Photo: PBS Library of Congress

En trois fois deux heures, Ken Burns, le documentariste habitué des formats au long cours — en 2007, son film acclamé The War, d’une durée de 14 heures, avait en effet dû être présenté en quatre séances au Festival de Cannes —, examine la responsabilité des États-Unis dans l’Holocauste. Si les Américains ont combattu le nazisme allemand parmi les Alliés pendant la Seconde Guerre mondiale, le récit des sauveurs universels de l’Occident tient moins bien la route lorsqu’il s’agit de l’accueil et du traitement des populations juives à partir des années 1930 et de l’accession au pouvoir d’Hitler.

The U.S. and the Holocaust explore ainsi scrupuleusement la montée de l’antisémitisme et du racisme, tout comme la place occupée par l’eugénisme jusqu’aux plus hautes sphères intellectuelles et politiques, tant dans l’Europe de l’entre-deux-guerres qu’aux États-Unis. En témoigne notamment le succès considérable auprès de la classe moyenne de l’ouvrage d’Henry Ford The International Jew, l’une des sources par ailleurs citées par Hitler dans son manifeste Mein Kampf.

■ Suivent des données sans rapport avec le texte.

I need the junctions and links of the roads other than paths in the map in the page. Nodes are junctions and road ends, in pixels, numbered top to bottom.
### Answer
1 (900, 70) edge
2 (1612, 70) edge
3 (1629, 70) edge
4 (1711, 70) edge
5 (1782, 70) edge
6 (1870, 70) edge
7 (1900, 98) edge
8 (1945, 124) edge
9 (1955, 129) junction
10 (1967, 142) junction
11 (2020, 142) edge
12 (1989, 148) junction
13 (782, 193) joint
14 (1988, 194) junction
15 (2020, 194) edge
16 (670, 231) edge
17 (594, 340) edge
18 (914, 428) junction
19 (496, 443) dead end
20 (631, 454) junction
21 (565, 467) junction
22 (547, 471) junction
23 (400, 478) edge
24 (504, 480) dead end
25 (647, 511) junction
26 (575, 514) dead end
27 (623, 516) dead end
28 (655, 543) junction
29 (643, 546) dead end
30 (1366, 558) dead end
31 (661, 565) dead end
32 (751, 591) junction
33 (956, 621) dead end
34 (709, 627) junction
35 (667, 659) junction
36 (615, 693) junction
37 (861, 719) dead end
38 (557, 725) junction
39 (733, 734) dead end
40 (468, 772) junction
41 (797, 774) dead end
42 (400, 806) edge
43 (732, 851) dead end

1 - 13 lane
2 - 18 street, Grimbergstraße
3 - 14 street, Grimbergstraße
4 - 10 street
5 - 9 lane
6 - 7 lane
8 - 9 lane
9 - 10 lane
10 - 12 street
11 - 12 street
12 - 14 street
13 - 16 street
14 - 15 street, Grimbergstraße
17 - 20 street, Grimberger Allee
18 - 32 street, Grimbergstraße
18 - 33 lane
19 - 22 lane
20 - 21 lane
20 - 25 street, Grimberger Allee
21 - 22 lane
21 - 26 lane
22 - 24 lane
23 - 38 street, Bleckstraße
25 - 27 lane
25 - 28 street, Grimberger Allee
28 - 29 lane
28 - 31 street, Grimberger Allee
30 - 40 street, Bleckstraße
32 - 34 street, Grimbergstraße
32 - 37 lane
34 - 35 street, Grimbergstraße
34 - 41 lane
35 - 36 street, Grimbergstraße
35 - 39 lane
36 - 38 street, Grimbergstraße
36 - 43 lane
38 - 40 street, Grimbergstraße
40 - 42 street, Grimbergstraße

Grâce aux archives et aux entrevues accordées par des historiens et des rescapés de la Shoah, The U.S. and the Holocaust met en lumière non seulement les nombreuses contraintes introduites par l’administration américaine pour les juifs européens dans l’attribution des visas, mais aussi la manipulation pratiquée par les dirigeants afin de masquer la crise humanitaire. De fait, le documentaire montre subtilement que la politique migratoire stricte des États-Unis établie à l’époque prévaut aujourd’hui encore.